2.调查核实认定:乡(街道)受理后,按前述依申请医疗救助对象类别办理。属于象山区民政部门已认定的特困供养人员、孤儿、事实无人抚养儿童、城乡低保对象、城乡低保边缘对象,可经系统查询身份的,无需提供困难人员身份证明;系统查询不到的,需提供符合享受医疗救助相应身份的证明材料,核实相关信息属实并签字盖章后,报送至市医保局象山分局。
3.审查核算:市医保局象山分局根据乡(街道)初审认定为符合条件依申请医疗救助对象的,提请市医保中心对其申请之日前12 个月内,经基本医保、城乡居民大病保险(或职工大额医疗费用补助)、医疗救助及其他补充医疗保险报销后,依照相关规定标准对医疗救助费用进行审核、核算,预计算出给予一次性救助的金额,并提交象山区依申请医疗救助“一事一议”专题会议研究。
4.联席评审:象山区依申请医疗救助工作领导小组(成员单位包含卫生健康、医保、民政、财政、残联及各乡镇、街道办事处等相关部门)根据实际情况适时(原则上不超过6个月一次)组织召开依申请医疗救助“一事一议”联席会议,领导小组各成员单位分管领导根据申请医疗救助对象的困难程度进行评审,并上报城区分管领导后确定救助人员及救助金额。
5.公示:乡(街道)、村委(社区)对拟获得依申请医疗救助对象的姓名、救助时间和金额等情况,按规定在政务服务大厅电子显示屏、政务(村务)公开栏或公示栏等适当的公共区域进行为期7个工作日的公示。
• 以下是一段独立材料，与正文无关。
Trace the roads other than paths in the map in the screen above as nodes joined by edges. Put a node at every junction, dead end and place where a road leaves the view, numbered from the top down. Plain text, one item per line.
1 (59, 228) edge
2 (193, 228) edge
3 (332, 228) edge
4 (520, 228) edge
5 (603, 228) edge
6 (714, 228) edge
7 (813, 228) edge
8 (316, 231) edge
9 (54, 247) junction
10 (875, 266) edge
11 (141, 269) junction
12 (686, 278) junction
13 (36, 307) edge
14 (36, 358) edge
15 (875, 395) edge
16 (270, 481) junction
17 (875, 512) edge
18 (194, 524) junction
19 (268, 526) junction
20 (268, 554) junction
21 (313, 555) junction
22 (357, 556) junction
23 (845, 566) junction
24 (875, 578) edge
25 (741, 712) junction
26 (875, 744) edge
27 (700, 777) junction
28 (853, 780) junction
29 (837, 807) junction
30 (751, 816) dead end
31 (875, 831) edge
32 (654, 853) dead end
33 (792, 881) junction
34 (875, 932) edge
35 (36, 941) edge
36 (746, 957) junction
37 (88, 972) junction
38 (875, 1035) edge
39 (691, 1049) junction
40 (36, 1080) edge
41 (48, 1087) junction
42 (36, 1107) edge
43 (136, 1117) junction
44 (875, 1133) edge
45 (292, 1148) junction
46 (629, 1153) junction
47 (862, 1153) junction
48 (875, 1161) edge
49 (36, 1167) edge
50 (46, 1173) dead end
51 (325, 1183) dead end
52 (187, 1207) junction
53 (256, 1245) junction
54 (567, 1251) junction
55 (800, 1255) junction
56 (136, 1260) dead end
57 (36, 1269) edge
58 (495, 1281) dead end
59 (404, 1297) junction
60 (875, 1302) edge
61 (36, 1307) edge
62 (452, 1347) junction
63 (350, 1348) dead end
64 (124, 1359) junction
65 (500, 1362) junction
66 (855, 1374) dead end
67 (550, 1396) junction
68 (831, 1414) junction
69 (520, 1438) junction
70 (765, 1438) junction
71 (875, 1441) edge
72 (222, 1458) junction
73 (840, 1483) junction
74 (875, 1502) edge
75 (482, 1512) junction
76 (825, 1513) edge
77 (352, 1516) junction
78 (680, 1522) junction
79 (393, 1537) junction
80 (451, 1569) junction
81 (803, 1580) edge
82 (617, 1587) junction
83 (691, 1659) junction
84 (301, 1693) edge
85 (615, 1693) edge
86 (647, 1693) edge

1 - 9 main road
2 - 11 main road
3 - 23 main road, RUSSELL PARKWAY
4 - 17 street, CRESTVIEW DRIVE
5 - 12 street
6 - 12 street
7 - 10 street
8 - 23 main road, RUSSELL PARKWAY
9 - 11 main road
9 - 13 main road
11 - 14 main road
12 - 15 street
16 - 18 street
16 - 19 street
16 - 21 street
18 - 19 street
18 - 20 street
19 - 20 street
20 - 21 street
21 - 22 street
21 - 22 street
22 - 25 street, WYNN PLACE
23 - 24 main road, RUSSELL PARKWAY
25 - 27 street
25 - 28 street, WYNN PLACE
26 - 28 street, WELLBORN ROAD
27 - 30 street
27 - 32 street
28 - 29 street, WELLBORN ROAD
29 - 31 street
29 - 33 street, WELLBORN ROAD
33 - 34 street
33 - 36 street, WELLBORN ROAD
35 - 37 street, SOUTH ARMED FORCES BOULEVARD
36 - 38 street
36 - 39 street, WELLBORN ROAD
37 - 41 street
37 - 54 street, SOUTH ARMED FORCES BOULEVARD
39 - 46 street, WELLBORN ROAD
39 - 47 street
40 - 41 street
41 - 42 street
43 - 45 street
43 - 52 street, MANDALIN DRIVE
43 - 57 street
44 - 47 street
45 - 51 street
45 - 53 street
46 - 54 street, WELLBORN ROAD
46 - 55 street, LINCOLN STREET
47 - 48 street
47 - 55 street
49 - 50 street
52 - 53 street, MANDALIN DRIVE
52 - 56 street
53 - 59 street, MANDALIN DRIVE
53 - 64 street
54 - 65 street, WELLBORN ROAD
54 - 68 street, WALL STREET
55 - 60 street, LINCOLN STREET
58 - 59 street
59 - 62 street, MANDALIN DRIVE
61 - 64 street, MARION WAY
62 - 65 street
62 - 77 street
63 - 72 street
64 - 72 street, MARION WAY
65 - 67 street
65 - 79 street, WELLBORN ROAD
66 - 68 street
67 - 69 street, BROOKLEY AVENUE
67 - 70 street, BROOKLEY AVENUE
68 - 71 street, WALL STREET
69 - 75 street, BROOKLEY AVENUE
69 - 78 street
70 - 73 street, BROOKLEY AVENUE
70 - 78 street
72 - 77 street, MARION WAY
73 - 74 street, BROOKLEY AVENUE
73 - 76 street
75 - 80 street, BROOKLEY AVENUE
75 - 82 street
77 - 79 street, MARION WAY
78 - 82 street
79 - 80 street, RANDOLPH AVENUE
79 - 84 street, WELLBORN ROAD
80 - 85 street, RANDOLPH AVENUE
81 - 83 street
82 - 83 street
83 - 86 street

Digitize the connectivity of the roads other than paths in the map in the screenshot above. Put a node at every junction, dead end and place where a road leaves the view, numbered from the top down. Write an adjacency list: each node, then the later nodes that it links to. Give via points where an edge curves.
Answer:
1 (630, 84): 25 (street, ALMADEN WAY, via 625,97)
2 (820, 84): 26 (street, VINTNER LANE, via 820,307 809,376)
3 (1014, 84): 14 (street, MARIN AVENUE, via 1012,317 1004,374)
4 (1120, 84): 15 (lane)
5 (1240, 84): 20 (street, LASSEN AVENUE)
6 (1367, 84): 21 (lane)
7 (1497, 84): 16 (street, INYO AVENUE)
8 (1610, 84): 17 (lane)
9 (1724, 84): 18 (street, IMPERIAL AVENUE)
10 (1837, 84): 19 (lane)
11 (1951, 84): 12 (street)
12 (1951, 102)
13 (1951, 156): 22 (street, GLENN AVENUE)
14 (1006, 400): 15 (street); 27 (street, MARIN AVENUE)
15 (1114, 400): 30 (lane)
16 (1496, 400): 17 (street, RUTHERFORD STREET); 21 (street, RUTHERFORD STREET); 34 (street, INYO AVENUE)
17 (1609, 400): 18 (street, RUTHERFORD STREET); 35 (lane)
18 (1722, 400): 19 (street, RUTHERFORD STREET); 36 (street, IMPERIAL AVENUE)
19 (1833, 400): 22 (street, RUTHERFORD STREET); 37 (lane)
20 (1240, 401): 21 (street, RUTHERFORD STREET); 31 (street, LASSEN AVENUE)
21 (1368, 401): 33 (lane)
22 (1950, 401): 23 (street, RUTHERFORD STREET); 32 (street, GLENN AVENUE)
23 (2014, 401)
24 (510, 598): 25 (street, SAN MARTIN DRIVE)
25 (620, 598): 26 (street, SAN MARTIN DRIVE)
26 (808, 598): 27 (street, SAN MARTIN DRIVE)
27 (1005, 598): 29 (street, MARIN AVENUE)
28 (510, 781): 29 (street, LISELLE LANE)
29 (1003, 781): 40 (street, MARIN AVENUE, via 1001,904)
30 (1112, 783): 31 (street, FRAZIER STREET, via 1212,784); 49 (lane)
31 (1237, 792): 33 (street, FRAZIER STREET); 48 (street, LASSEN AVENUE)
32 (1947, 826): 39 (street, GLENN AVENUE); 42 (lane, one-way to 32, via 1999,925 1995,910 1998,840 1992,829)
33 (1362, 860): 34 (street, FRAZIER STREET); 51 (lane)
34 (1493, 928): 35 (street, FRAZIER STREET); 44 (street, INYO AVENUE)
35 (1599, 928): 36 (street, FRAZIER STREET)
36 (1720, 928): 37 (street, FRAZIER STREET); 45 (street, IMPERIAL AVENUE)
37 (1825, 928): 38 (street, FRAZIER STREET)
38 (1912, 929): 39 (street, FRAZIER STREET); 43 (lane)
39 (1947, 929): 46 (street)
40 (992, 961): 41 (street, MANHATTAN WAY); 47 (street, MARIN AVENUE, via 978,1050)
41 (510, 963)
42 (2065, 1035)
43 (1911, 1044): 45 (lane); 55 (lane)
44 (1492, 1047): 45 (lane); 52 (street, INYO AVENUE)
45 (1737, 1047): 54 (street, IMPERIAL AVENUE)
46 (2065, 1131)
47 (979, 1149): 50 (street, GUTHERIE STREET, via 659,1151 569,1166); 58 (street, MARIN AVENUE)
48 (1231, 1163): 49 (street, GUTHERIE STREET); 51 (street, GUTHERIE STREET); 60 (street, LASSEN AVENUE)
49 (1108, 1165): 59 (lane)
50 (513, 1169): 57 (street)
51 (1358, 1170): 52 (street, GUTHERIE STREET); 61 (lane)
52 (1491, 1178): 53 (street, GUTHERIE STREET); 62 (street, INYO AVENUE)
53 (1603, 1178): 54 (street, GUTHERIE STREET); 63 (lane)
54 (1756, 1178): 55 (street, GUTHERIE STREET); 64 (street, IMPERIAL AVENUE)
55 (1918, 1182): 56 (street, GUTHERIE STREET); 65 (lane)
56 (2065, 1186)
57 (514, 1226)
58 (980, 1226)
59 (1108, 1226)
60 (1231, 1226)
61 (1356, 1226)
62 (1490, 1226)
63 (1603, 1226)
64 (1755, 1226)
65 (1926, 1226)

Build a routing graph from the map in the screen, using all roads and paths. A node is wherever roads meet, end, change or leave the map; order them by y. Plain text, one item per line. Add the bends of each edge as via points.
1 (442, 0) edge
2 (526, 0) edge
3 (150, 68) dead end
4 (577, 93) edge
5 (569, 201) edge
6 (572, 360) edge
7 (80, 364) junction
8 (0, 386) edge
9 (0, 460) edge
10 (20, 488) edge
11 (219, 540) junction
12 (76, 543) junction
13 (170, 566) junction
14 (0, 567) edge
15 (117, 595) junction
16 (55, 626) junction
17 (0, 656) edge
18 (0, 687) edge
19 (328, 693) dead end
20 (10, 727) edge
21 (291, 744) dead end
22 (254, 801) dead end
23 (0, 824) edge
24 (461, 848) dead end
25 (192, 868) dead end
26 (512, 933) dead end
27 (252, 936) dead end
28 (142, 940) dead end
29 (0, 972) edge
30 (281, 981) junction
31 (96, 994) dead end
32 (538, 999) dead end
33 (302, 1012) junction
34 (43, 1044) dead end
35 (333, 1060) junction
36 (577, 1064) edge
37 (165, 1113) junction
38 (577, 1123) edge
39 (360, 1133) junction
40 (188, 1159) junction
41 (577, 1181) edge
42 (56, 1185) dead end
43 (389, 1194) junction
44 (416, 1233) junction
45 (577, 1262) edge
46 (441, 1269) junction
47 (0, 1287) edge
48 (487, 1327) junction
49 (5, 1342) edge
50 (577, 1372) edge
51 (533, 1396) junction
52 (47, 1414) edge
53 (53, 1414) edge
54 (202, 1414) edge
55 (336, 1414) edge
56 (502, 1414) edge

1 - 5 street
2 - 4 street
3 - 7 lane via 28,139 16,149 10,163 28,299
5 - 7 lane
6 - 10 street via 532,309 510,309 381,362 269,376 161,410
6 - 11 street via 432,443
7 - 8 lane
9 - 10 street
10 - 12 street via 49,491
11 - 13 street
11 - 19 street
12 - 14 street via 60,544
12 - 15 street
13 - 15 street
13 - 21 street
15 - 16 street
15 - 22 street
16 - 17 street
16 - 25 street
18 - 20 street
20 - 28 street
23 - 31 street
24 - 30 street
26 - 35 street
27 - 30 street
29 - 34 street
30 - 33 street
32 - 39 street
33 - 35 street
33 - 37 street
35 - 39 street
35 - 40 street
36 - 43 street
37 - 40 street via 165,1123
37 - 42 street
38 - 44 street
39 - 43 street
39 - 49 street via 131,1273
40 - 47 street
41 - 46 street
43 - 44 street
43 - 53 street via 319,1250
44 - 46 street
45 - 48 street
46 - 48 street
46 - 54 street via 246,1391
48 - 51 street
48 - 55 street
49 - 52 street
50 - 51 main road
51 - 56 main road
公示期满无异议的,由市医保局象山分局向上级部门申请医疗救助基金,按规定程序审批后,给予依申请医疗救助待遇。公示期间有异议且能提供有效线索的,乡(街道)应当重新组织调查核实,在20个工作日内出具核实意见,并重新依程序办理。医保经办机构经规定程序审批核后,对不符合医疗救助的,及时将不符合对象名单告知办理机关,由办理机关给申请对象出具《象山区医疗救助不予受理告知书》。